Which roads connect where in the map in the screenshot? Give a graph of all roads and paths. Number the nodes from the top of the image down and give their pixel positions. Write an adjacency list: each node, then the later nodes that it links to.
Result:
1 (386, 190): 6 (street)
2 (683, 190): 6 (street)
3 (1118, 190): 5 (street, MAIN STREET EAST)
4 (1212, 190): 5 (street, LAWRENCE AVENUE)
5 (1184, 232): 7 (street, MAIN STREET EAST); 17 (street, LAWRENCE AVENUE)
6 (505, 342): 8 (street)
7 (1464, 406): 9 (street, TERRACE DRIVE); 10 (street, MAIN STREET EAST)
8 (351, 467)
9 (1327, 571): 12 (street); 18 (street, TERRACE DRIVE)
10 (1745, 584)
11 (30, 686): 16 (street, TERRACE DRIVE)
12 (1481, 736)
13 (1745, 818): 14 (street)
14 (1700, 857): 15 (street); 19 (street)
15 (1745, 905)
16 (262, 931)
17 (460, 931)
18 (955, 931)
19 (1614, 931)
...
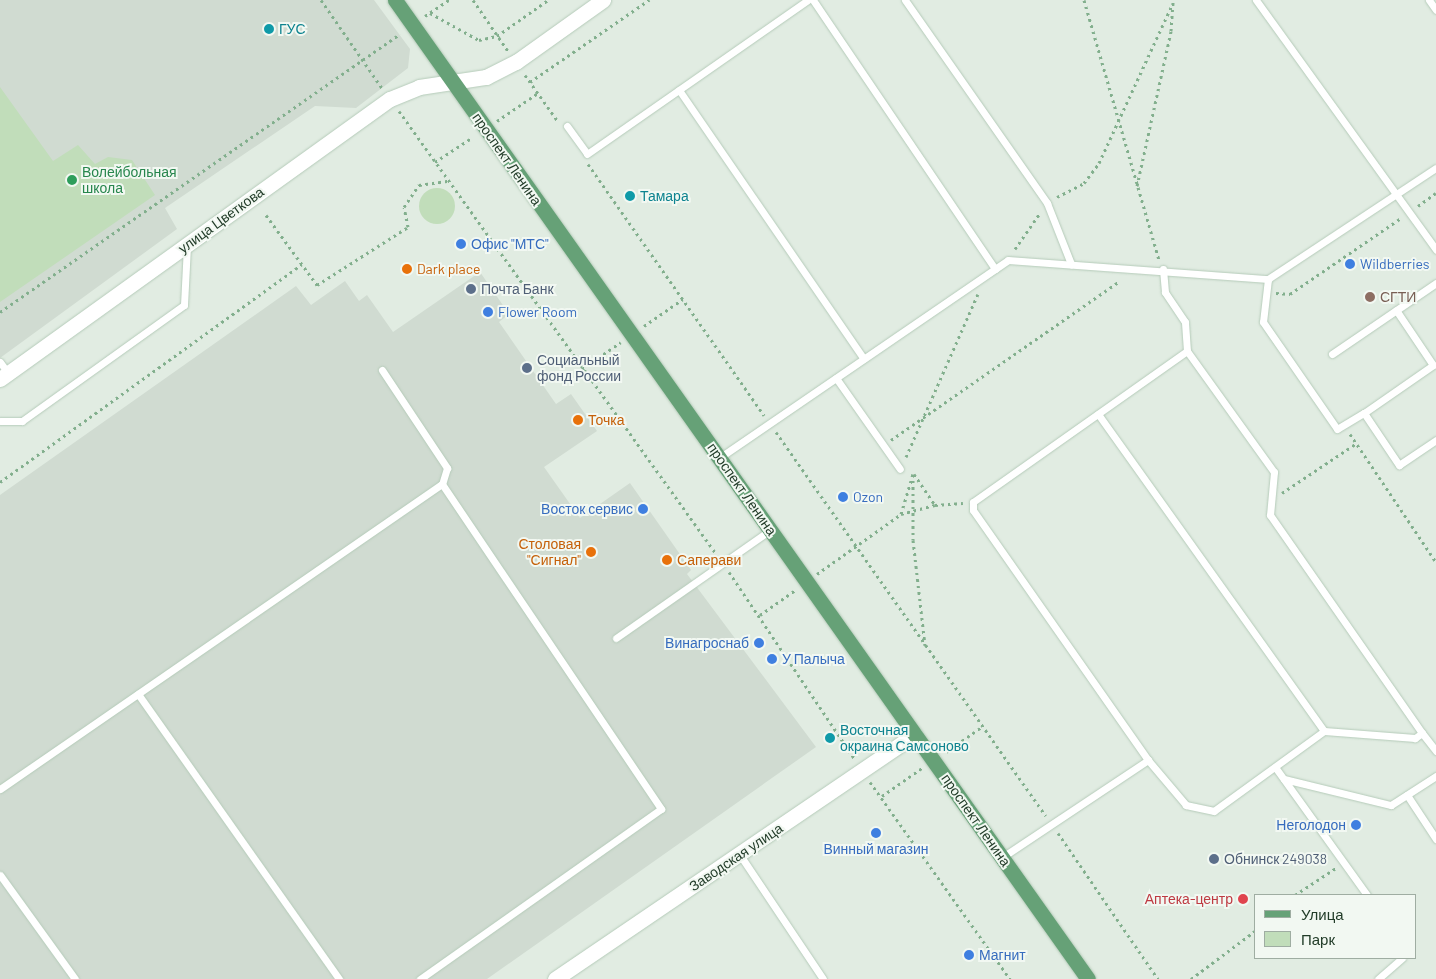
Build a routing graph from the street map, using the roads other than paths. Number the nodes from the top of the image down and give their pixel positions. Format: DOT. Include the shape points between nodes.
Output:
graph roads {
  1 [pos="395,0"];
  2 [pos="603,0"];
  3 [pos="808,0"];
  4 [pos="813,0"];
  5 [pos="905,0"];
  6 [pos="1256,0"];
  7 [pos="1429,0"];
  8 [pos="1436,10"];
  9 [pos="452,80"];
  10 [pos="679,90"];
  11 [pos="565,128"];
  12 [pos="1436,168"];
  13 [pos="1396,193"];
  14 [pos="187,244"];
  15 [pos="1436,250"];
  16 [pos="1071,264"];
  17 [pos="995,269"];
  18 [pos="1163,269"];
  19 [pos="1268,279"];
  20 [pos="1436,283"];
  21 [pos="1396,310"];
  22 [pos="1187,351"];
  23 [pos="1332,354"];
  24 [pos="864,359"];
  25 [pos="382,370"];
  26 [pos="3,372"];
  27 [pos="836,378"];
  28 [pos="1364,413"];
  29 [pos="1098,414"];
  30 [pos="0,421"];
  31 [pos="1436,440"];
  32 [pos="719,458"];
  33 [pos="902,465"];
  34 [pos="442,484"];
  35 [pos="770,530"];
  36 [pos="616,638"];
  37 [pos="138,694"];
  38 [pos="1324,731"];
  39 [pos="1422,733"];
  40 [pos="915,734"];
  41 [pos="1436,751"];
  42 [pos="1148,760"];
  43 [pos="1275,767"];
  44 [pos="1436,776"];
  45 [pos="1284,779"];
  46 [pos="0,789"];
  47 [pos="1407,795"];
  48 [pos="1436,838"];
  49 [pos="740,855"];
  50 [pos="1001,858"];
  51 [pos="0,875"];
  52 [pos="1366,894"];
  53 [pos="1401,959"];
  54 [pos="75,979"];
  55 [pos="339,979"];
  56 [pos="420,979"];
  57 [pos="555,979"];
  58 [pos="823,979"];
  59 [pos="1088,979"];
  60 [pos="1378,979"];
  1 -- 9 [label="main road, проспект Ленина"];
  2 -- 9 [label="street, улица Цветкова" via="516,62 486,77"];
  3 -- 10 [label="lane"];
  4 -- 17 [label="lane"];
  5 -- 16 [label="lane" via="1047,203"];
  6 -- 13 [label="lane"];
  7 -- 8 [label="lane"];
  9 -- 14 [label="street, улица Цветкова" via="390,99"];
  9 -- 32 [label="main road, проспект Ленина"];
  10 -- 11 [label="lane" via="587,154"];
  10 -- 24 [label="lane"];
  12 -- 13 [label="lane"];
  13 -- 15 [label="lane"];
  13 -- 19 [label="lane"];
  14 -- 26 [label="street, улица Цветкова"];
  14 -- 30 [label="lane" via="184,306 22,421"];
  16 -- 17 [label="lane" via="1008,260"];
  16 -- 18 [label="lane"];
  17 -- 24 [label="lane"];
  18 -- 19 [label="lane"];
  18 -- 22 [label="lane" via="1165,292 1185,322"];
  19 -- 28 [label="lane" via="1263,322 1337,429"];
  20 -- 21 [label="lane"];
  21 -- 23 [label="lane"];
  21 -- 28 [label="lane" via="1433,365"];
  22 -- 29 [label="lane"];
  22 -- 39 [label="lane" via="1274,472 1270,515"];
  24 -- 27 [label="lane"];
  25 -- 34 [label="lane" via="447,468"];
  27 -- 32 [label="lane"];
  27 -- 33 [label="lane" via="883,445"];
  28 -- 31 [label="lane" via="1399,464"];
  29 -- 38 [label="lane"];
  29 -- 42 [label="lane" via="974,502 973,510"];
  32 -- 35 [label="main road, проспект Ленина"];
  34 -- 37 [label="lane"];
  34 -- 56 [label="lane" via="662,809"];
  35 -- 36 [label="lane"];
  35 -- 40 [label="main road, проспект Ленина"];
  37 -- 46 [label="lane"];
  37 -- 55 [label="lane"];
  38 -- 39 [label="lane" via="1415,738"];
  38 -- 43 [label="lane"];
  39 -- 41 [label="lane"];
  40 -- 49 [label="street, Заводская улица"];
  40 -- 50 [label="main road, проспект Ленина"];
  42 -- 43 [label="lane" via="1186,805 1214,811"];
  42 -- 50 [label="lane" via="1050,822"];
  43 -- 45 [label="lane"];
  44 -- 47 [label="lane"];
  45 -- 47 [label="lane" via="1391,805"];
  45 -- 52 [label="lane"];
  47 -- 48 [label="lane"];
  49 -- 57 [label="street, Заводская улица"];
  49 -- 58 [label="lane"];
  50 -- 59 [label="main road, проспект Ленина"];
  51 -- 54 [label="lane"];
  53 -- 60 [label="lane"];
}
...
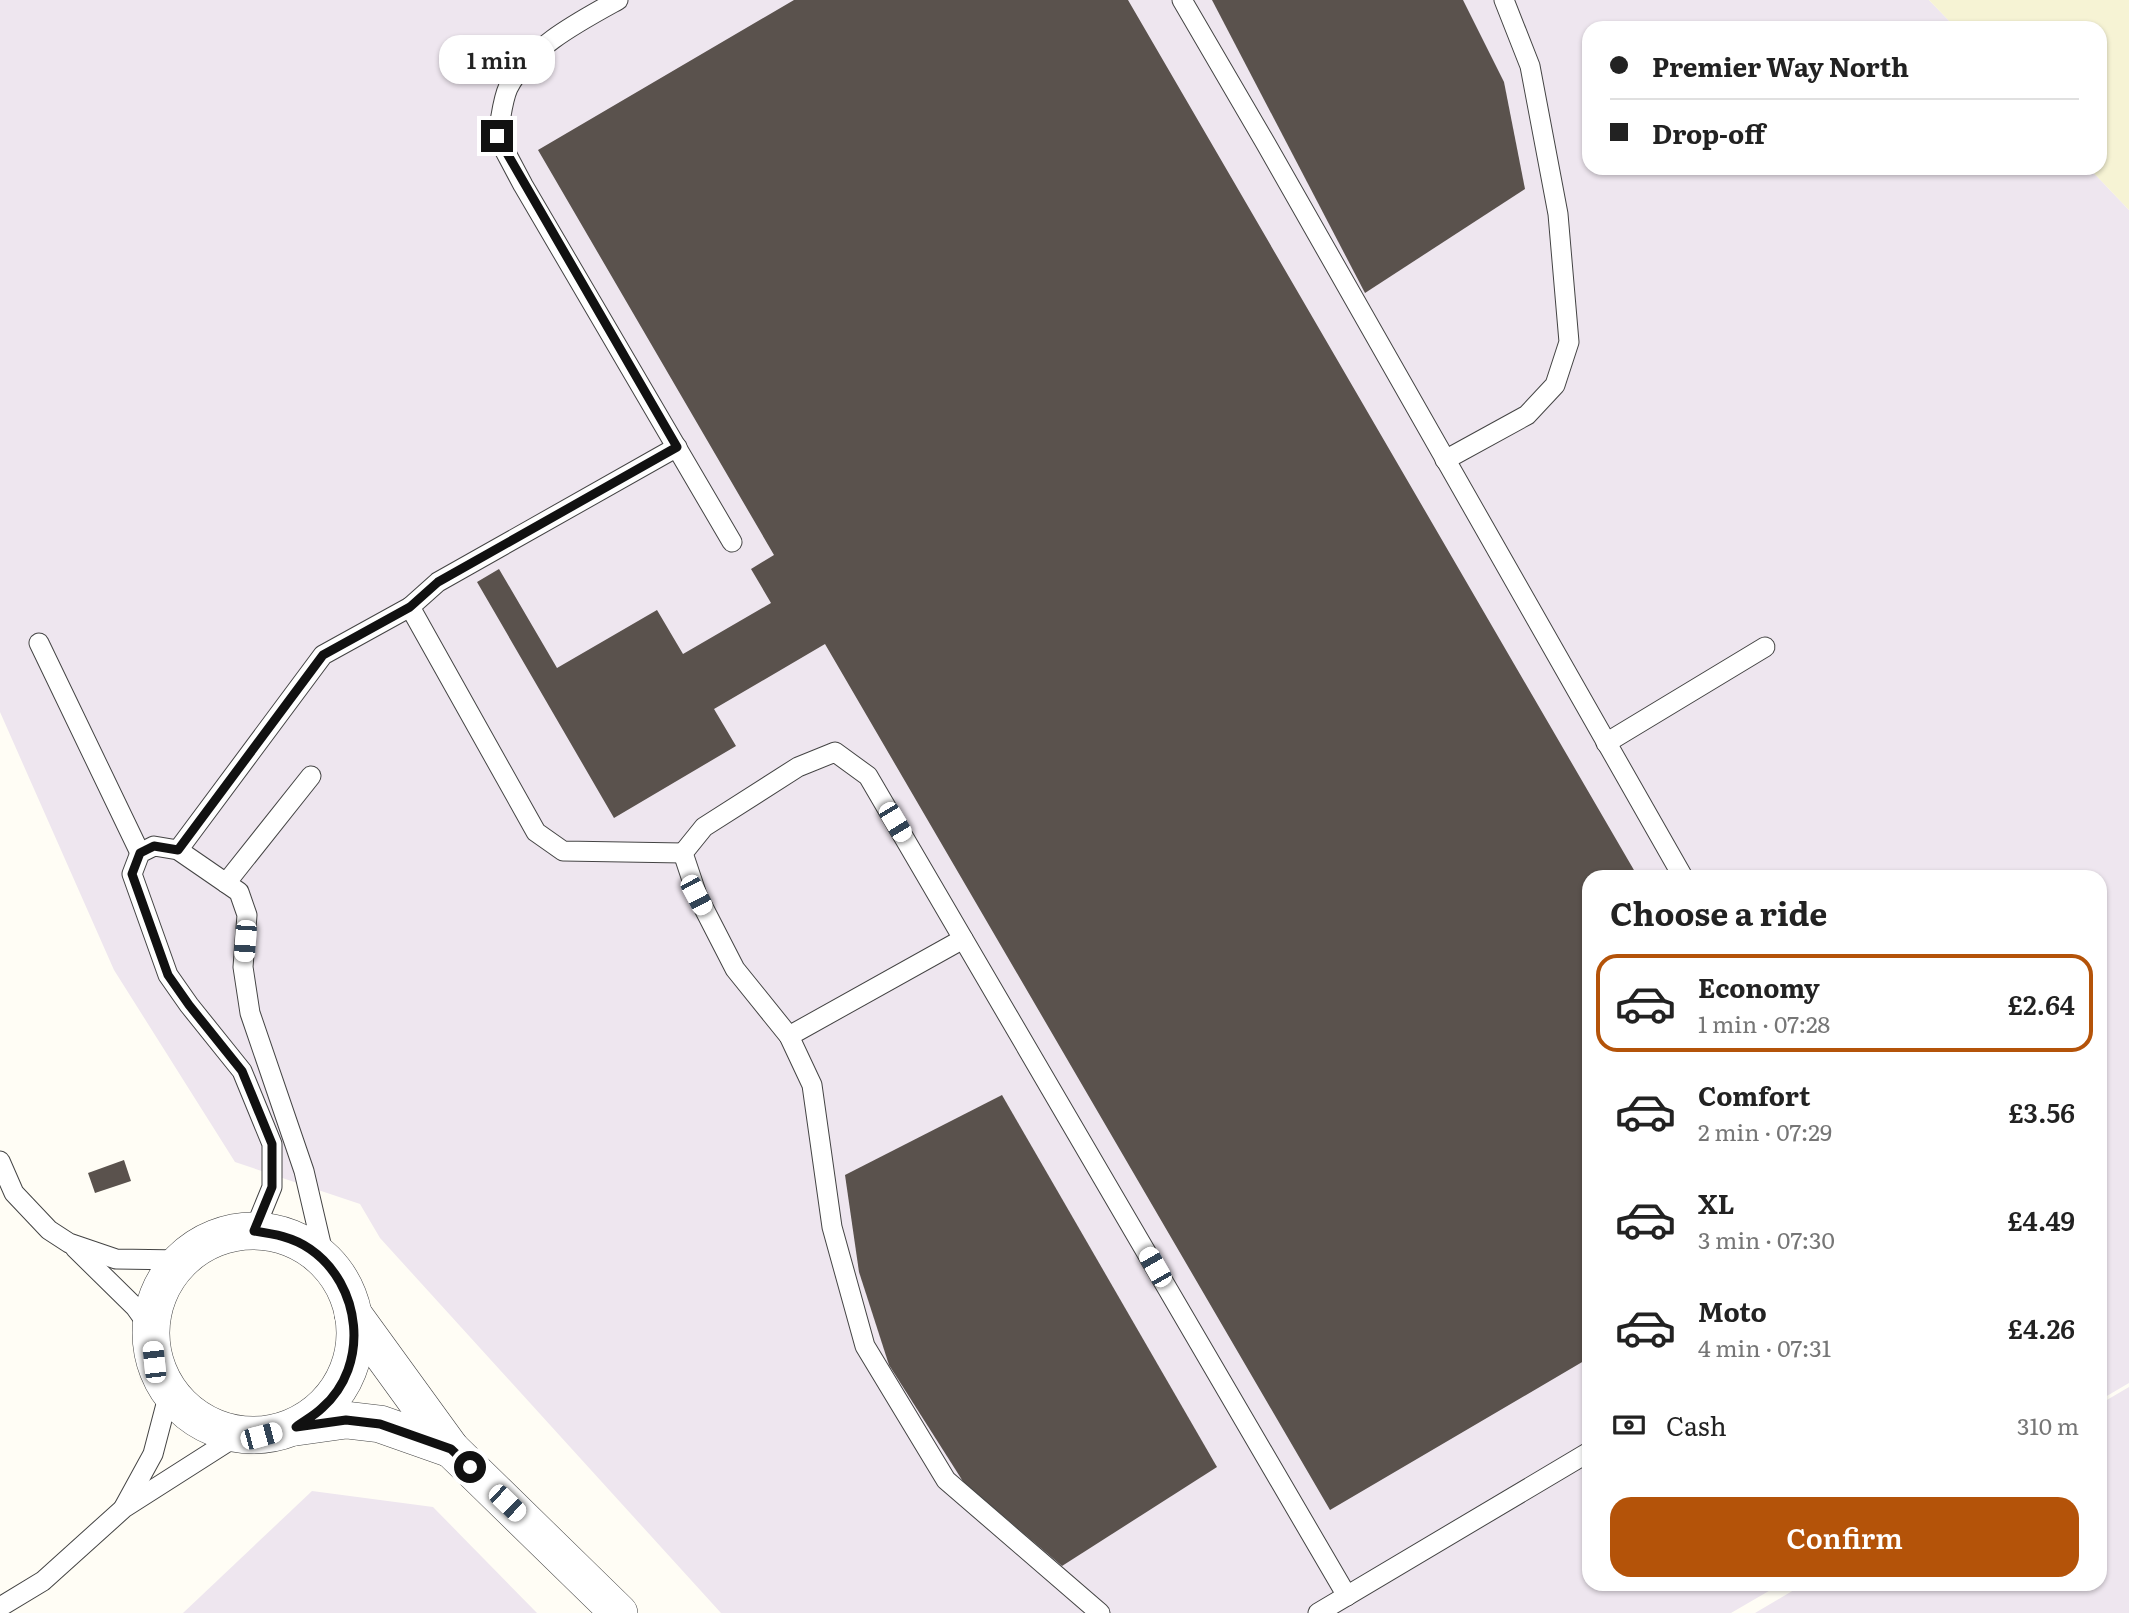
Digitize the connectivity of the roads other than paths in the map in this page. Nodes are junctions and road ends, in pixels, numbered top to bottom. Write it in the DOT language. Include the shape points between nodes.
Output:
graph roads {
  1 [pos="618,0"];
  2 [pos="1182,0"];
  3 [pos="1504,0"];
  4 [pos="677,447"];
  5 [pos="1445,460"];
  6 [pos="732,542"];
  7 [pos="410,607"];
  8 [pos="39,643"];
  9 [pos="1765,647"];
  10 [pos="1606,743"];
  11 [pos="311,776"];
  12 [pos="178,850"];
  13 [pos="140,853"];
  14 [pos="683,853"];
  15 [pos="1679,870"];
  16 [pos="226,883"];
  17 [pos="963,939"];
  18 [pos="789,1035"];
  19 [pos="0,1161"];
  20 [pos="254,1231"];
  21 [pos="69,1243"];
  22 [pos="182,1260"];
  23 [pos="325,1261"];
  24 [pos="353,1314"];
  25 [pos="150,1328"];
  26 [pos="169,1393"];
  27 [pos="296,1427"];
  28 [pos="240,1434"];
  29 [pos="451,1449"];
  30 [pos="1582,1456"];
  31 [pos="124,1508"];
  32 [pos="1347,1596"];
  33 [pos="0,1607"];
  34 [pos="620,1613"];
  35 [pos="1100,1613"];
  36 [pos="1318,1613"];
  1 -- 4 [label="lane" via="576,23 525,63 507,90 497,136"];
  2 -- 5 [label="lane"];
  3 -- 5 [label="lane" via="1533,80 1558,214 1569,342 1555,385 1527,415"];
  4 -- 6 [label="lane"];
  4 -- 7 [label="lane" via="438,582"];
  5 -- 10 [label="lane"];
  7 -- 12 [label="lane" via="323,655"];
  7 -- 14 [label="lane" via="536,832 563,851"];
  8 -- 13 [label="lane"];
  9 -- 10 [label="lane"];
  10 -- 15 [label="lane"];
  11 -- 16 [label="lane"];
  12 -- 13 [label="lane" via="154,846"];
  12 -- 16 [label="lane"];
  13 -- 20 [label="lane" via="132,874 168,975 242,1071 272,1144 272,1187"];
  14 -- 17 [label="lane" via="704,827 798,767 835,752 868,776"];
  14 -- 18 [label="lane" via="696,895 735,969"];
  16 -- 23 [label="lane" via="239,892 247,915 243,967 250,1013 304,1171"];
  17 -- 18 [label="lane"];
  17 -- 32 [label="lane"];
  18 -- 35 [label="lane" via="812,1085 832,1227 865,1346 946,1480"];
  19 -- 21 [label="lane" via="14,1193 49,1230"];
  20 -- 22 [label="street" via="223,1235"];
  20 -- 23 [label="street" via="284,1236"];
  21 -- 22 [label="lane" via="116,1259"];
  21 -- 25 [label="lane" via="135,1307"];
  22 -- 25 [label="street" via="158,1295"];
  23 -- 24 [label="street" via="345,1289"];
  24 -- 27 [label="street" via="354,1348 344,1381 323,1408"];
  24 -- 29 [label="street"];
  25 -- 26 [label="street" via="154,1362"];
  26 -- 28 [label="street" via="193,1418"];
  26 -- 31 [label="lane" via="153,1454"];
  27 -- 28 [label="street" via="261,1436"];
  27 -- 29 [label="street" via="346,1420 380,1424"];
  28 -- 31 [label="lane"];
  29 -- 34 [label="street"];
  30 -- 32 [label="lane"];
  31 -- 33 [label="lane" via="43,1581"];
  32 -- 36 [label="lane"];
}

■ **ASSIGNMENT**: The lines of the records that contain the string "than" should be located and copied.

■ **SOLUTION TO THIS EXERCISE**:
Build a routing graph from the street map, using the roads other than paths. Number the nodes from the top of the image down and give their pixel positions. Format: DOT. Include the shape points between nodes.
Digitize the connectivity of the roads other than paths in the map in this page. Nodes are junctions and road ends, in pixels, numbered top to bottom. Write it in the DOT language. Include the shape points between nodes.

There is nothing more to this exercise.